The cross-linked carbon nanotubes ("CNTs") can overcome or minimize
limiting problems often associated with conventional nanotubes,
such as defects, variations in production, wetting characteristics
or tangled nanotubes in a mass. The cross-linked nanotubes provide
multiple pathways to circumvent defects, and allow continuous
pathways for mechanical and thermal forces. The pathway
improvements may be further enhanced by rotation of the orientation
of cross-linked CNTs layers. The layers are formed of aligned CNTs,
and alternated according to alignment. The alternating effect is
analogous to alternating wood grain orientation in successive
layers of plywood, which provides its great strength.
Potential conventional methods for cross-linking carbon nanotubes
may include a number of methods to form a three dimensional array
of nanotubes. One possible method is heating of the nanotube array
in a vacuum to high temperatures, after which the array is
subjected to electron beam bombardment. This heating approach is a
relatively simple procedure, however it allows little control of
the resulting structure. Similarly, damage/annealed cross-linking
process may be used. Under this process, an initial monolayer of
parallel-aligned carbon nanotubes is placed is typically heated to
at least 800 degrees C..degree. on a heating stage and within a
vacuum. The monolayer is then subjected to electron beam
bombardment, which produces regions of localized damage to the
nanotubes while the heating affects an annealing process. This
heating process anneals or "heals" the damage, and links adjacent
nanotubes to each other. While this process is relatively straight
forward, the location and degree of damage and the annealing
process can be controlled only in a general fashion. The variables
of the heating temperature and duration, electron beam energy and
current density can be optimized to an extent to customize the
cross-linking. Alternating cycles of electron beam damage and
thermal annealing can permit greater control on the nature of the
cross-linking, however the overall processing time is also
increased. Other alternative methods include hydrogen bonding, or
any conventional method, to cross-linking the nanotubes.
A highly efficient method of cross-linking is condensation
polymerization of functionalized nanotubes where the functional
groups may be formed on the exterior of the nanotubes. The
nanotubes may be functionalized by any convenient method. The
functionalized nanotubes are more soluble in organic solvent to
allow the nanotubes to be separated in to individual tubes,
although alignment is random at this stage. Typically, the organic
solvent used as a solvent can be mildly polar.

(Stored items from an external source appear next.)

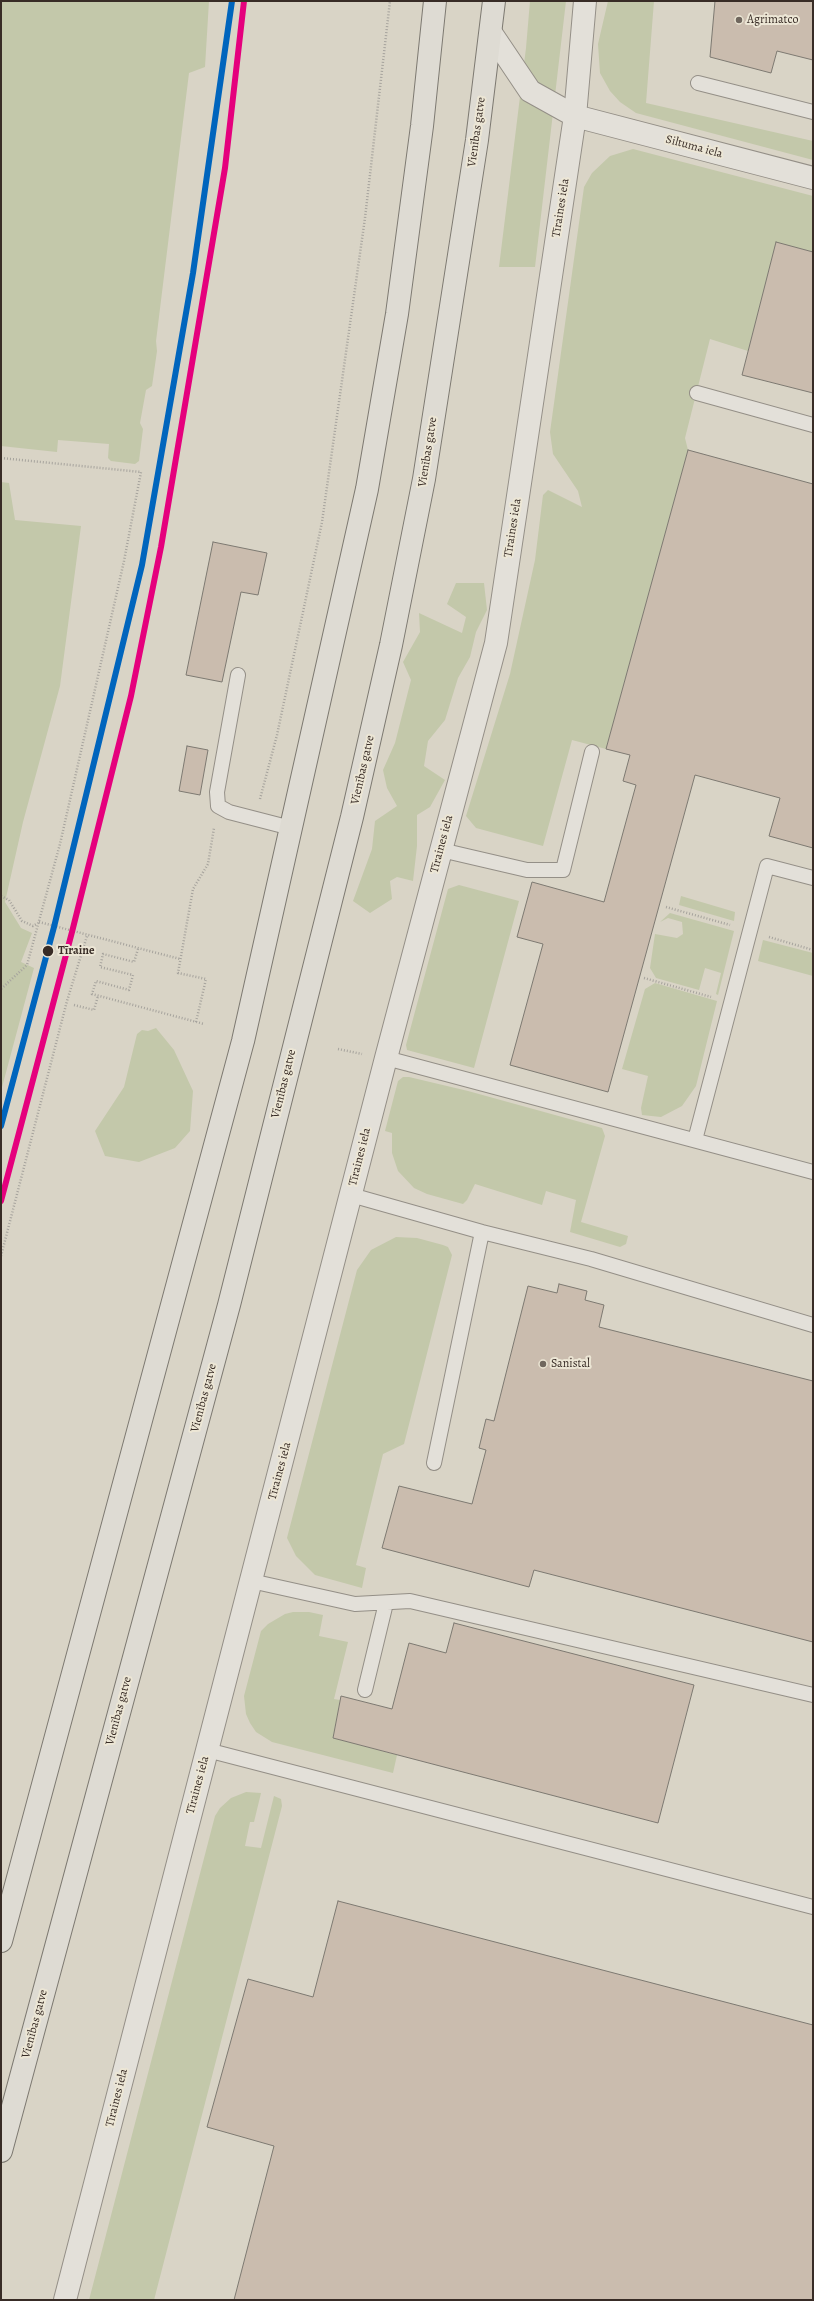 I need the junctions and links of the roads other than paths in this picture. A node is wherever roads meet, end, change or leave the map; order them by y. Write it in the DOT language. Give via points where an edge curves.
graph roads {
  1 [pos="435,1"];
  2 [pos="494,1"];
  3 [pos="584,1"];
  4 [pos="491,33"];
  5 [pos="698,83"];
  6 [pos="813,112"];
  7 [pos="575,116"];
  8 [pos="813,178"];
  9 [pos="697,393"];
  10 [pos="813,425"];
  11 [pos="238,675"];
  12 [pos="592,752"];
  13 [pos="291,828"];
  14 [pos="441,850"];
  15 [pos="813,878"];
  16 [pos="386,1058"];
  17 [pos="695,1140"];
  18 [pos="813,1172"];
  19 [pos="351,1196"];
  20 [pos="482,1232"];
  21 [pos="813,1325"];
  22 [pos="434,1463"];
  23 [pos="251,1580"];
  24 [pos="386,1603"];
  25 [pos="365,1690"];
  26 [pos="813,1695"];
  27 [pos="207,1750"];
  28 [pos="813,1907"];
  29 [pos="1,1941"];
  30 [pos="1,2151"];
  31 [pos="65,2300"];
  1 -- 13 [label="highway" via="422,126 399,299 371,466"];
  2 -- 4 [label="highway, Vienības gatve"];
  3 -- 7 [label="street, Tīraines iela"];
  4 -- 7 [label="street, Siltuma iela" via="530,91"];
  4 -- 30 [label="highway, Vienības gatve" via="424,479 391,645 352,817 229,1305"];
  5 -- 6 [label="lane"];
  7 -- 8 [label="street, Siltuma iela"];
  7 -- 14 [label="street, Tīraines iela" via="496,643"];
  9 -- 10 [label="lane"];
  11 -- 13 [label="lane" via="217,792 218,806 229,812"];
  12 -- 14 [label="lane" via="563,870 527,870"];
  13 -- 29 [label="highway" via="241,1048"];
  14 -- 16 [label="street, Tīraines iela"];
  15 -- 17 [label="lane" via="767,866"];
  16 -- 17 [label="lane"];
  16 -- 19 [label="street, Tīraines iela"];
  17 -- 18 [label="lane"];
  19 -- 20 [label="lane"];
  19 -- 23 [label="street, Tīraines iela"];
  20 -- 21 [label="lane" via="591,1259"];
  20 -- 22 [label="lane"];
  23 -- 24 [label="lane" via="355,1604"];
  23 -- 27 [label="street, Tīraines iela"];
  24 -- 25 [label="lane"];
  24 -- 26 [label="lane" via="410,1601"];
  27 -- 28 [label="lane"];
  27 -- 31 [label="street, Tīraines iela"];
}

Functionalized carbon nanotubes are soluble in mildly polar organic
solvents. This solubility permits the production of a monolayer or
very thin film of aligned nanotubes, using the Langmuir-Blodgett
technique, which is commonly used to transfer a self-assembled
monolayer of molecules from the liquid phase to the surface of a
substrate. The Langmuir-Blodgett Technique generally consists of
vertically drawing a substrate through the monolayer/water
interface to transfer the monolayer onto the substrate, and this
technique also involves controlling and adjusting variables
including the temperature, surface pressure, and rate of drawing
the substrate. Details of the Langmuir-Blodgett Technique are
described Petty, M. C., Langmuir-Blodgett Films an Introduction,
Chaps. 3 and 4, Cambridge Univ. Press, NY. (1996).
Flow alignment is an alternate technique which may be used in this
process, such as, for example, the techniques disclosed in U.S.
Pat. No. 6,872,645 and US Patent Application 2005/0067349,
incorporated herein by reference in their entirety.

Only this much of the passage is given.